▶ Activity:
Nothing but the data itself, reproduced exactly, is the expected answer.

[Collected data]
□ □ □ □ □

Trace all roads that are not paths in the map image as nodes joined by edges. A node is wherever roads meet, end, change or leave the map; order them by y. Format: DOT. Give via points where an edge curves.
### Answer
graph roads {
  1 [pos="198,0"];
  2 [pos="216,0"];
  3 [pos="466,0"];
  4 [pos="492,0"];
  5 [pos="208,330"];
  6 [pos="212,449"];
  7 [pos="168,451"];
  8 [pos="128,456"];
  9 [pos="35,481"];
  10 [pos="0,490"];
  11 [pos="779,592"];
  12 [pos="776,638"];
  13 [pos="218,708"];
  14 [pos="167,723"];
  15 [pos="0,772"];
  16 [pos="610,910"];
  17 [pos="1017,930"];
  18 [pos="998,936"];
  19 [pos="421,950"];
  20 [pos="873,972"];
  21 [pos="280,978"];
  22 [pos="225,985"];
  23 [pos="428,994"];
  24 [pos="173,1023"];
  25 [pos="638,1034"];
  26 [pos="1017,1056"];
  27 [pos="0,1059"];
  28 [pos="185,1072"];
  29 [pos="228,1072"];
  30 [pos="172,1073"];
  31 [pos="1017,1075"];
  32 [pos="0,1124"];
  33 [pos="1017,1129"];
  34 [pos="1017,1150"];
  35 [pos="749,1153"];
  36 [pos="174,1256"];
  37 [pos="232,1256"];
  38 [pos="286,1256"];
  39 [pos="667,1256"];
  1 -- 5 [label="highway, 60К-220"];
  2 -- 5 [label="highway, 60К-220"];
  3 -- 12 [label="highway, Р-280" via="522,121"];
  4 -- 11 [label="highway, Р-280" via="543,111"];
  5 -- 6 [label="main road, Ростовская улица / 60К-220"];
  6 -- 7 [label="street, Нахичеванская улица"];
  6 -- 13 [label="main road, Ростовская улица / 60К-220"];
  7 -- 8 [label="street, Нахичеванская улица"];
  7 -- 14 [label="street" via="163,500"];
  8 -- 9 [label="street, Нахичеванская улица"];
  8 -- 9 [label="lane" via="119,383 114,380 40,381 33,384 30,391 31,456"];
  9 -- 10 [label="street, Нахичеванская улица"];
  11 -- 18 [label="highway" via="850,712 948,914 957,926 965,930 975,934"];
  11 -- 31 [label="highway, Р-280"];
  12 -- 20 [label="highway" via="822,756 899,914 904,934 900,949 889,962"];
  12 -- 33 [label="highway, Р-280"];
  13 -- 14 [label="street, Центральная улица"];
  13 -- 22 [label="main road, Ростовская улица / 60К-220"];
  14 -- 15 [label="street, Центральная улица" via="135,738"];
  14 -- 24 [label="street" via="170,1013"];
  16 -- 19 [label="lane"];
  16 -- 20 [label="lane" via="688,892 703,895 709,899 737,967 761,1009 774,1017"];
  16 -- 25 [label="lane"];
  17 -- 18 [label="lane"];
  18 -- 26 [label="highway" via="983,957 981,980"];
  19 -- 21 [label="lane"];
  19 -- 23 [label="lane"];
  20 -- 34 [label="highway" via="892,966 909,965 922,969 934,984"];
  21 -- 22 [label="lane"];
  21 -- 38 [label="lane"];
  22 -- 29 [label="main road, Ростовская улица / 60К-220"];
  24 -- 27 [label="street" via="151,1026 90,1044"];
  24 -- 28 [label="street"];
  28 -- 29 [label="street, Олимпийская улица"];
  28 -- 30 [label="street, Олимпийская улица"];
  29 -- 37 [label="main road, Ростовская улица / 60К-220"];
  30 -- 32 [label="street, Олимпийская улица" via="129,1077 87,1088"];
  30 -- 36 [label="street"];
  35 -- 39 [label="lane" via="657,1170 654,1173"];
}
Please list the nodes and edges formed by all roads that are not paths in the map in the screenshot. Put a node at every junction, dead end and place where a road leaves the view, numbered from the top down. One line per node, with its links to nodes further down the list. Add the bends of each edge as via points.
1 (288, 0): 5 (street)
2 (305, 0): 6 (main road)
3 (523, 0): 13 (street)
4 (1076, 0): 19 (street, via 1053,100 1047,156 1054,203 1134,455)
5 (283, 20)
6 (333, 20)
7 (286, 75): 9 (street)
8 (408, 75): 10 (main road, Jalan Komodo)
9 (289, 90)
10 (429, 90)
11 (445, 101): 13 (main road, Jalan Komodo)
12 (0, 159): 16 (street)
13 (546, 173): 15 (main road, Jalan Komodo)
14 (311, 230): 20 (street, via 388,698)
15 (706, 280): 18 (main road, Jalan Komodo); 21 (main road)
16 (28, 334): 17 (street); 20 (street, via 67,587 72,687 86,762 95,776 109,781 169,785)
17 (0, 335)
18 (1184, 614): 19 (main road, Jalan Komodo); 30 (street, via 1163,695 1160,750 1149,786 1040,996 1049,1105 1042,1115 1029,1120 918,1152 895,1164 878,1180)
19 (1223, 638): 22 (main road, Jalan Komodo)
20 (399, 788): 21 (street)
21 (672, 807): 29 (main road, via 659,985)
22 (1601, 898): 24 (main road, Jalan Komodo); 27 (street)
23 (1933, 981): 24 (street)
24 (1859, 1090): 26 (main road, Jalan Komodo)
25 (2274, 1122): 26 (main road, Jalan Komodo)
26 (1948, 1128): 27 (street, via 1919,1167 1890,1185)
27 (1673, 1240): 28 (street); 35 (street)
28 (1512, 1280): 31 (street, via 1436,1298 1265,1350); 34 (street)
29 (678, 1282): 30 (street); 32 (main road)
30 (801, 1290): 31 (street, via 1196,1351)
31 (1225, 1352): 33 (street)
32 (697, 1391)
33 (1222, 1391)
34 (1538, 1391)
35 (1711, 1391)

□ □ □ □ □

▶ Finished exercise:
Trace all roads that are not paths in the map image as nodes joined by edges. A node is wherever roads meet, end, change or leave the map; order them by y. Format: DOT. Give via points where an edge curves.
### Answer
graph roads {
  1 [pos="198,0"];
  2 [pos="216,0"];
  3 [pos="466,0"];
  4 [pos="492,0"];
  5 [pos="208,330"];
  6 [pos="212,449"];
  7 [pos="168,451"];
  8 [pos="128,456"];
  9 [pos="35,481"];
  10 [pos="0,490"];
  11 [pos="779,592"];
  12 [pos="776,638"];
  13 [pos="218,708"];
  14 [pos="167,723"];
  15 [pos="0,772"];
  16 [pos="610,910"];
  17 [pos="1017,930"];
  18 [pos="998,936"];
  19 [pos="421,950"];
  20 [pos="873,972"];
  21 [pos="280,978"];
  22 [pos="225,985"];
  23 [pos="428,994"];
  24 [pos="173,1023"];
  25 [pos="638,1034"];
  26 [pos="1017,1056"];
  27 [pos="0,1059"];
  28 [pos="185,1072"];
  29 [pos="228,1072"];
  30 [pos="172,1073"];
  31 [pos="1017,1075"];
  32 [pos="0,1124"];
  33 [pos="1017,1129"];
  34 [pos="1017,1150"];
  35 [pos="749,1153"];
  36 [pos="174,1256"];
  37 [pos="232,1256"];
  38 [pos="286,1256"];
  39 [pos="667,1256"];
  1 -- 5 [label="highway, 60К-220"];
  2 -- 5 [label="highway, 60К-220"];
  3 -- 12 [label="highway, Р-280" via="522,121"];
  4 -- 11 [label="highway, Р-280" via="543,111"];
  5 -- 6 [label="main road, Ростовская улица / 60К-220"];
  6 -- 7 [label="street, Нахичеванская улица"];
  6 -- 13 [label="main road, Ростовская улица / 60К-220"];
  7 -- 8 [label="street, Нахичеванская улица"];
  7 -- 14 [label="street" via="163,500"];
  8 -- 9 [label="street, Нахичеванская улица"];
  8 -- 9 [label="lane" via="119,383 114,380 40,381 33,384 30,391 31,456"];
  9 -- 10 [label="street, Нахичеванская улица"];
  11 -- 18 [label="highway" via="850,712 948,914 957,926 965,930 975,934"];
  11 -- 31 [label="highway, Р-280"];
  12 -- 20 [label="highway" via="822,756 899,914 904,934 900,949 889,962"];
  12 -- 33 [label="highway, Р-280"];
  13 -- 14 [label="street, Центральная улица"];
  13 -- 22 [label="main road, Ростовская улица / 60К-220"];
  14 -- 15 [label="street, Центральная улица" via="135,738"];
  14 -- 24 [label="street" via="170,1013"];
  16 -- 19 [label="lane"];
  16 -- 20 [label="lane" via="688,892 703,895 709,899 737,967 761,1009 774,1017"];
  16 -- 25 [label="lane"];
  17 -- 18 [label="lane"];
  18 -- 26 [label="highway" via="983,957 981,980"];
  19 -- 21 [label="lane"];
  19 -- 23 [label="lane"];
  20 -- 34 [label="highway" via="892,966 909,965 922,969 934,984"];
  21 -- 22 [label="lane"];
  21 -- 38 [label="lane"];
  22 -- 29 [label="main road, Ростовская улица / 60К-220"];
  24 -- 27 [label="street" via="151,1026 90,1044"];
  24 -- 28 [label="street"];
  28 -- 29 [label="street, Олимпийская улица"];
  28 -- 30 [label="street, Олимпийская улица"];
  29 -- 37 [label="main road, Ростовская улица / 60К-220"];
  30 -- 32 [label="street, Олимпийская улица" via="129,1077 87,1088"];
  30 -- 36 [label="street"];
  35 -- 39 [label="lane" via="657,1170 654,1173"];
}
Please list the nodes and edges formed by all roads that are not paths in the map in the screenshot. Put a node at every junction, dead end and place where a road leaves the view, numbered from the top down. One line per node, with its links to nodes further down the list. Add the bends of each edge as via points.
1 (288, 0): 5 (street)
2 (305, 0): 6 (main road)
3 (523, 0): 13 (street)
4 (1076, 0): 19 (street, via 1053,100 1047,156 1054,203 1134,455)
5 (283, 20)
6 (333, 20)
7 (286, 75): 9 (street)
8 (408, 75): 10 (main road, Jalan Komodo)
9 (289, 90)
10 (429, 90)
11 (445, 101): 13 (main road, Jalan Komodo)
12 (0, 159): 16 (street)
13 (546, 173): 15 (main road, Jalan Komodo)
14 (311, 230): 20 (street, via 388,698)
15 (706, 280): 18 (main road, Jalan Komodo); 21 (main road)
16 (28, 334): 17 (street); 20 (street, via 67,587 72,687 86,762 95,776 109,781 169,785)
17 (0, 335)
18 (1184, 614): 19 (main road, Jalan Komodo); 30 (street, via 1163,695 1160,750 1149,786 1040,996 1049,1105 1042,1115 1029,1120 918,1152 895,1164 878,1180)
19 (1223, 638): 22 (main road, Jalan Komodo)
20 (399, 788): 21 (street)
21 (672, 807): 29 (main road, via 659,985)
22 (1601, 898): 24 (main road, Jalan Komodo); 27 (street)
23 (1933, 981): 24 (street)
24 (1859, 1090): 26 (main road, Jalan Komodo)
25 (2274, 1122): 26 (main road, Jalan Komodo)
26 (1948, 1128): 27 (street, via 1919,1167 1890,1185)
27 (1673, 1240): 28 (street); 35 (street)
28 (1512, 1280): 31 (street, via 1436,1298 1265,1350); 34 (street)
29 (678, 1282): 30 (street); 32 (main road)
30 (801, 1290): 31 (street, via 1196,1351)
31 (1225, 1352): 33 (street)
32 (697, 1391)
33 (1222, 1391)
34 (1538, 1391)
35 (1711, 1391)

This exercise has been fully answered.